*REQUIRED WORK*. A complete answer includes every line below with the word "paths".

*DATASET*.
········
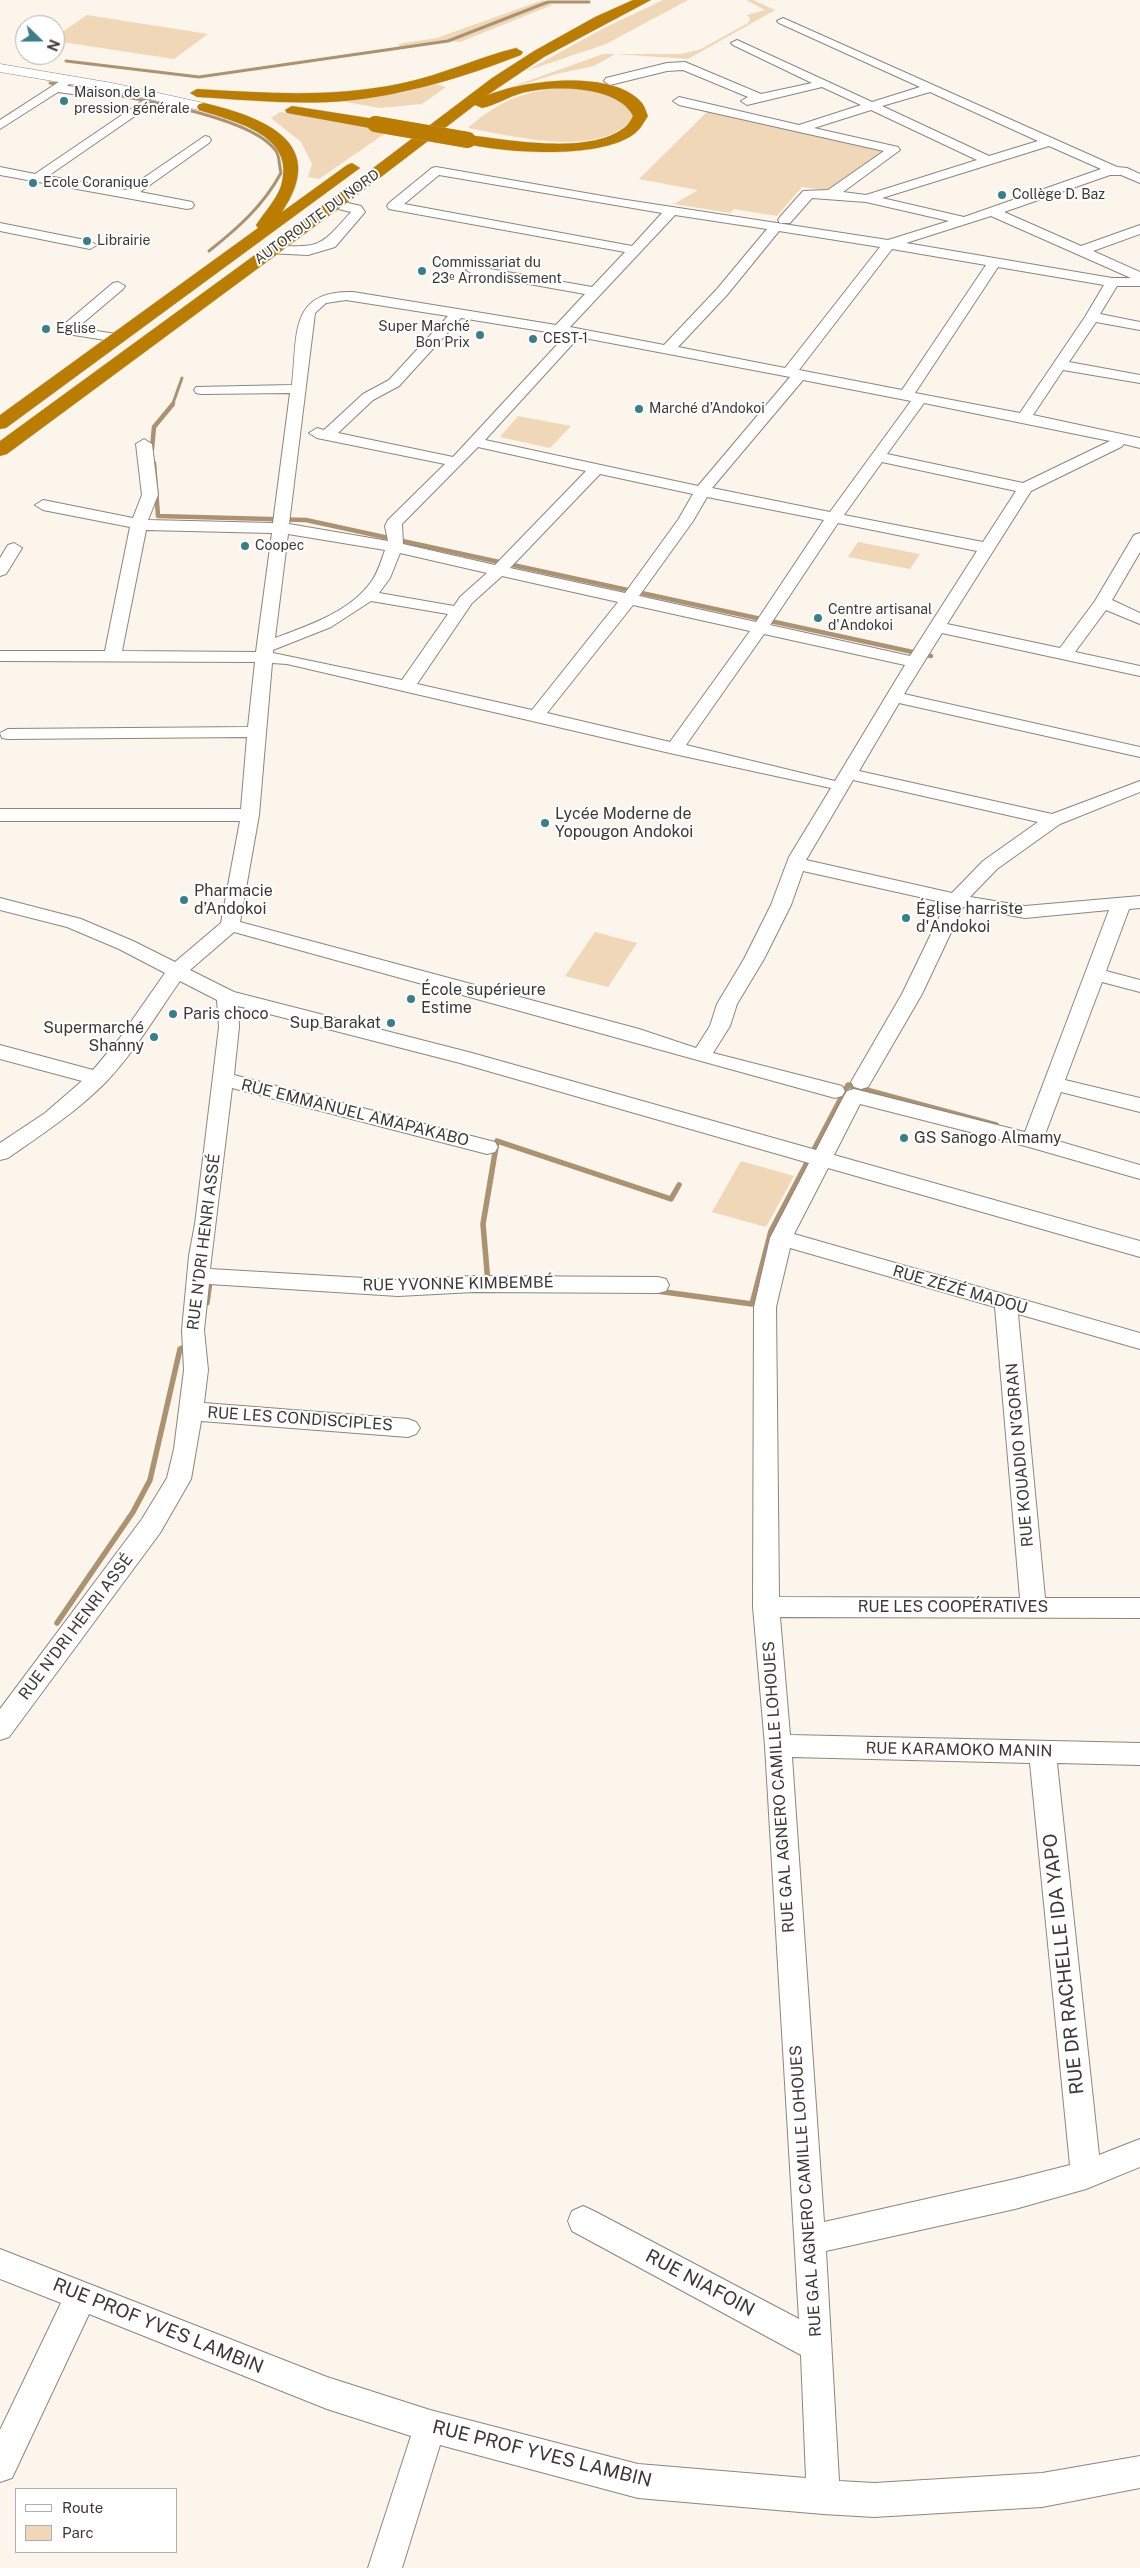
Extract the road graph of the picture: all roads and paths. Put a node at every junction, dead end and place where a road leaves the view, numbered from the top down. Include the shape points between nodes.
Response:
········
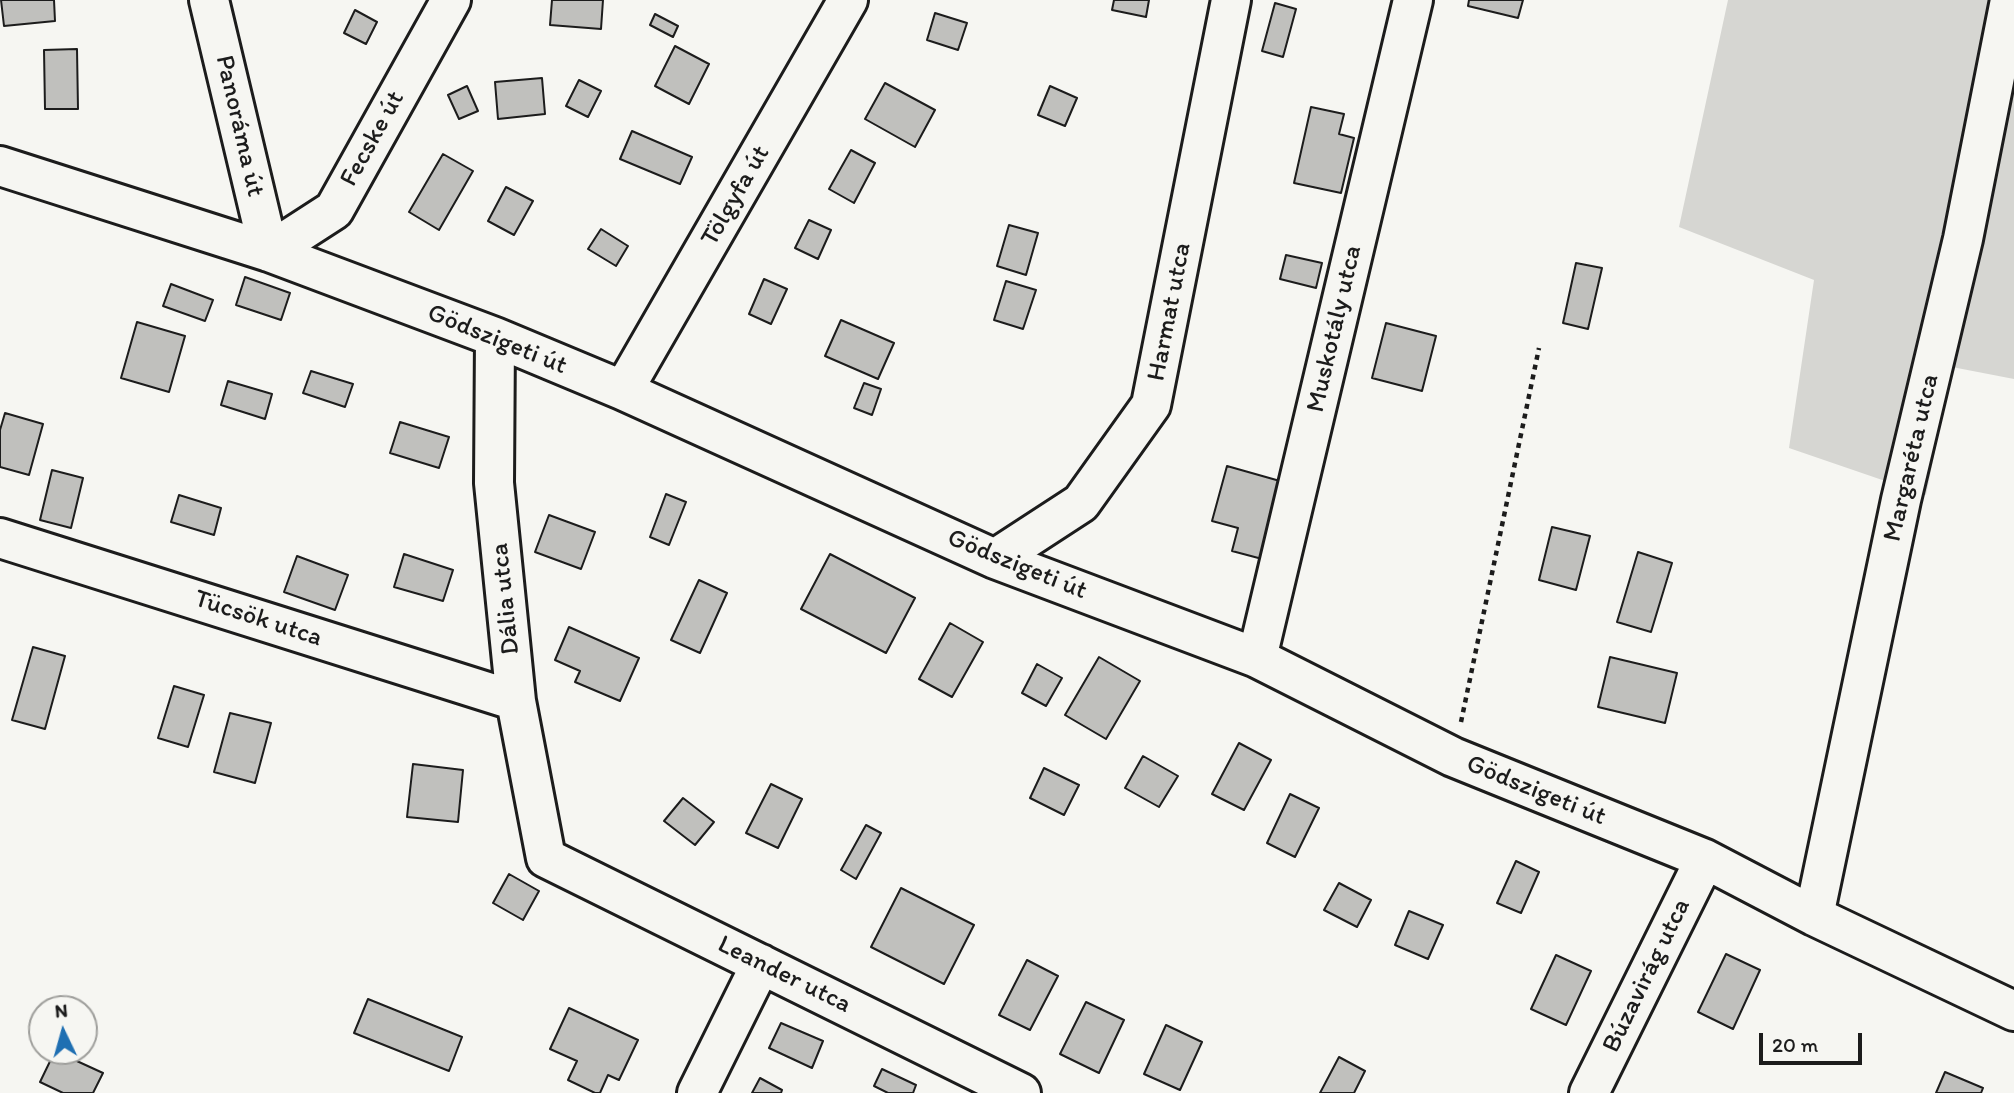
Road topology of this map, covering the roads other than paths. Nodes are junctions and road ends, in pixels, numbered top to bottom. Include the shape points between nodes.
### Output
········
*EXERCISE RESPONSE*.
Extract the road graph of the picture: all roads and paths. Put a node at every junction, dead end and place where a road leaves the view, numbered from the top down. Include the shape points between nodes.
Road topology of this map, covering the roads other than paths. Nodes are junctions and road ends, in pixels, numbered top to bottom. Include the shape points between nodes.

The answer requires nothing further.